Co-authored by Treading Softly

Back in February, we took time to sit down with Seeking Alpha’s Daniel Snyder and discussed whether we liked the JPMorgan Equity Premium Income ETF (JEPI). We explained that even though it showed a nice double-digit yield that wasn’t a real yield, the return would likely be somewhere in the 7 to 9% range this year. There were a lot of comments that we received on that podcast once the transcript came out, people not believing us when we estimated that to be their returns. Looking back from the date that podcast was released until now, we can see that JEPI provided an 8.7% total return.

Chart
Data by YCharts

The biggest risk we highlighted was that if the market rallied in 2023, JEPI’s dividend would decline. This is because of their equity-linked note structure, capping off their upside to reduce downside.

Chart
Data by YCharts

This means that their participation in a rally would be reduced, but it also means that JEPI’s dividend does better and is larger when the market is declining. We can see that JEPI was only roughly 1/3rd of the return of the overall market. Because the S&P 500 (SPY) has done exceptionally well last year as a whole, JEPI’s dividend has fallen.

Chart
Data by YCharts

As a professional income investor, I am willing to accept non-market beating returns in the short run to accept larger income in the long run.

Chart
Data by YCharts

JEPI hasn’t been able to pull this off over its inception when factoring in all of its dividends. A key reason for this continued struggle to outperform is based inherently on its structure. The market historically climbs more than it declines. And because of this, if you have a strategy that is designed to benefit you when the market falls or protect you when it falls, but also to fail to participate when it climbs, it means that overall you are banking on losing. The history of the market is one of an incline, although not a steady, stable, continuous incline. There are sharp periods of decline in there, but overwhelmingly, the market rises more than it falls. So, the inherent equity-linked note structure of this fund causes it to fail.

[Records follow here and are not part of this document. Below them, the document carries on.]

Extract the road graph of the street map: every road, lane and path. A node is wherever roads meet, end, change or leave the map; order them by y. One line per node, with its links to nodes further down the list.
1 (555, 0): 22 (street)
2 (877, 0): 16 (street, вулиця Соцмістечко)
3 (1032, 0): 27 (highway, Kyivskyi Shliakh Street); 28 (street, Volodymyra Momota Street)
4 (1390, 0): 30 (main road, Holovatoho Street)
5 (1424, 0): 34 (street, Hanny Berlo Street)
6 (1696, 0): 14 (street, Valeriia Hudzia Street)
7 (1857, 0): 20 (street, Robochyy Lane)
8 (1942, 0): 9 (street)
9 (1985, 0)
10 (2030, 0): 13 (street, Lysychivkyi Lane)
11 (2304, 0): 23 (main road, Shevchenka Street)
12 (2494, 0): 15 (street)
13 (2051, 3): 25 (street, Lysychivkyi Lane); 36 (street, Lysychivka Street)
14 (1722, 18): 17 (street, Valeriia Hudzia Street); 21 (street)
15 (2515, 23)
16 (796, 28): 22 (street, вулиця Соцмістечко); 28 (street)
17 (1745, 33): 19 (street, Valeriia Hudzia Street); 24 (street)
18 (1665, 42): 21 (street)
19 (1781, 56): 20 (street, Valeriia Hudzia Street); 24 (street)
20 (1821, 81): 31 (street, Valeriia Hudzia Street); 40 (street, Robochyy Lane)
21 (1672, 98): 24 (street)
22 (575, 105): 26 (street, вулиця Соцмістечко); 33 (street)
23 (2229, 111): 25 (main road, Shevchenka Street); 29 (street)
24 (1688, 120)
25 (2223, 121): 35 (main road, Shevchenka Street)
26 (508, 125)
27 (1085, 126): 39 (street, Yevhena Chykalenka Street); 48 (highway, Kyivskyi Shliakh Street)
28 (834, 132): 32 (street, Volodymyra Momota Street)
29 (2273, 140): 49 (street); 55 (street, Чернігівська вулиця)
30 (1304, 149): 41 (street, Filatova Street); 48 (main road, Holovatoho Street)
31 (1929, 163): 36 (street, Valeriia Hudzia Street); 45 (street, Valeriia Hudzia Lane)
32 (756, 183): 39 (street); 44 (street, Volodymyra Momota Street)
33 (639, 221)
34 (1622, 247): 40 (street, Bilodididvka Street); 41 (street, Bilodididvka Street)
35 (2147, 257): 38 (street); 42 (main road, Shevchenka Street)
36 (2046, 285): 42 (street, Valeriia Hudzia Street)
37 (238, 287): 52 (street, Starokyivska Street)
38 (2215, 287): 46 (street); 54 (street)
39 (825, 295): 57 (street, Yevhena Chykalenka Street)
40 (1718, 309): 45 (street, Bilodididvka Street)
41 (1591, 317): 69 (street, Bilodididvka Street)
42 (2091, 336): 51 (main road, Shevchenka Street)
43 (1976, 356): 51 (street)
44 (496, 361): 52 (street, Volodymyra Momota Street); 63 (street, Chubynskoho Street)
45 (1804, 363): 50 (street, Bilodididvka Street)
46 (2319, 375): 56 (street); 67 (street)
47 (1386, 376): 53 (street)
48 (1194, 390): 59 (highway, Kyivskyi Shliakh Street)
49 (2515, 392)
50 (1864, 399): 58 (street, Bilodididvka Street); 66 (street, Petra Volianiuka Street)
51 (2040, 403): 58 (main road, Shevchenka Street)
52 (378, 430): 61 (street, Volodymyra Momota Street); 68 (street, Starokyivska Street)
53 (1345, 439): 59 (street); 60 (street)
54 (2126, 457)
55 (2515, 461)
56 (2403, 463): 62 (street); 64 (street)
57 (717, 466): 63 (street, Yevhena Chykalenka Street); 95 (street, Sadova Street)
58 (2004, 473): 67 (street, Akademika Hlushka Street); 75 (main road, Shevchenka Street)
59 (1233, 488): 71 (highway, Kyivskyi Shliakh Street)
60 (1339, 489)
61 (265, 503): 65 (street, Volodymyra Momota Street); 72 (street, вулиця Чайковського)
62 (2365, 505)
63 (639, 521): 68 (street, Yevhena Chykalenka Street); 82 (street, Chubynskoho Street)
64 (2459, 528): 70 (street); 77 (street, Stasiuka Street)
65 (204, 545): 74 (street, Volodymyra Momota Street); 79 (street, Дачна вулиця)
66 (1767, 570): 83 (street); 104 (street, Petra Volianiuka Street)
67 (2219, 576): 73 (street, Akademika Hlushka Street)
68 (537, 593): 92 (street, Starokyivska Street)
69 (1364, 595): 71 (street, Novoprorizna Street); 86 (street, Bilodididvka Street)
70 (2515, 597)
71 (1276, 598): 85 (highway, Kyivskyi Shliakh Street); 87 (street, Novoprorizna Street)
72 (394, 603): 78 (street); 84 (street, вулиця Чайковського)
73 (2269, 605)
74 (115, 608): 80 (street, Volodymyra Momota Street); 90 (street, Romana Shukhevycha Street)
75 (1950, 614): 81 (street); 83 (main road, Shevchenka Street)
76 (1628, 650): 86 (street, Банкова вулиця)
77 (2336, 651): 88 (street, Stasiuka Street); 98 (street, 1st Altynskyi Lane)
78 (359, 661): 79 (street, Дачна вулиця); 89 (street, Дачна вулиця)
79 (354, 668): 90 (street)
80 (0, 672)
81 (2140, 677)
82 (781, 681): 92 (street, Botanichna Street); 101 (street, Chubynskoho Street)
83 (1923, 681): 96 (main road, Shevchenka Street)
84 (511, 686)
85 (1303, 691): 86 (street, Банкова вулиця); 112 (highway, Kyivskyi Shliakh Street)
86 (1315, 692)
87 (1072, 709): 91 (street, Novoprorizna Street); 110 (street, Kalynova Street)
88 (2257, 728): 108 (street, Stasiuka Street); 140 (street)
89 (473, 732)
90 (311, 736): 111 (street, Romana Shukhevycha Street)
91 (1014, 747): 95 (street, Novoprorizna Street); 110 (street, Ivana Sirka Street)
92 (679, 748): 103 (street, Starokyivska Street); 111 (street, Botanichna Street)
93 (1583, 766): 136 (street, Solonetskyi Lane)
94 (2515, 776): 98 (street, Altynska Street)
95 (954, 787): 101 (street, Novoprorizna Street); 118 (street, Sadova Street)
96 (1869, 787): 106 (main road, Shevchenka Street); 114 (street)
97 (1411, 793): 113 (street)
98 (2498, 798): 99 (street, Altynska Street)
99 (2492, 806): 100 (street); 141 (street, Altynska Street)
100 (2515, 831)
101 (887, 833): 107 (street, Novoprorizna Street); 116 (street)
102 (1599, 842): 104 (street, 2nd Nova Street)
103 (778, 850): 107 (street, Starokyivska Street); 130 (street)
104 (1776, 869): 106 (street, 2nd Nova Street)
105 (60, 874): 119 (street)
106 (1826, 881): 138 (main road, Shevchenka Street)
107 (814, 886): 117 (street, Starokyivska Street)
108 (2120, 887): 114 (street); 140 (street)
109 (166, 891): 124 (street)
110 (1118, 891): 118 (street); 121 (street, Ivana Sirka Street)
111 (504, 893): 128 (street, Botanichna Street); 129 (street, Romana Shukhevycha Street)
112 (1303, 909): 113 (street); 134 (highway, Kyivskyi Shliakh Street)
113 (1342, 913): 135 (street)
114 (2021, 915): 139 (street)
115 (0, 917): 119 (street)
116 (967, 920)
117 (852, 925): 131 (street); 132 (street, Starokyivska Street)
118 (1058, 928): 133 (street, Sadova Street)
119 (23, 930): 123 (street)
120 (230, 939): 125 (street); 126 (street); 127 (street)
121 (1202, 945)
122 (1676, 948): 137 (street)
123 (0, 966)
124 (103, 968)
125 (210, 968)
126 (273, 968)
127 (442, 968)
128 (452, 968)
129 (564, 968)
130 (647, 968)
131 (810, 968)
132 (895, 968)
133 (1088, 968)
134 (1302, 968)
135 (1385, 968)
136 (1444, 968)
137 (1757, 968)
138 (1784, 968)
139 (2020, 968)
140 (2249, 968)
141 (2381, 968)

Being a professional income investor, I have no issues with using funds to maximize my income but also try to reduce my risk. But I want those funds to have a structure that is designed to win with a market climb. I want to look at a fund that has historically kept pace with the market over longer periods while providing me with an excellent income and an easily predictable income stream.

Why I Love USA

Liberty All-Star Equity Fund (USA), yielding 9.9%, is a diversified CEF with a slight bias toward “Value” stocks. USA divides its assets equally among five different managers; three follow Value strategies, and two follow Growth strategies.

USA has a variable rate dividend policy, and it distributes 2.5% of NAV each quarter. This variable distribution ensures that the fund does not overdistribute, eating too far into NAV when prices are down. At the same time, it ensures that shareholders get to participate in upswings with a larger dividend.

Investments like USA play an important role in income portfolios. As income investors, we tend to find ourselves in certain classes of investments that pay higher yields. We aren’t likely to invest in stocks that have very low or no dividends like Microsoft (MSFT), Amazon (AMZN), or NVIDIA (NVDA). While they might be great investments with spectacular returns, they don’t meet our income goals.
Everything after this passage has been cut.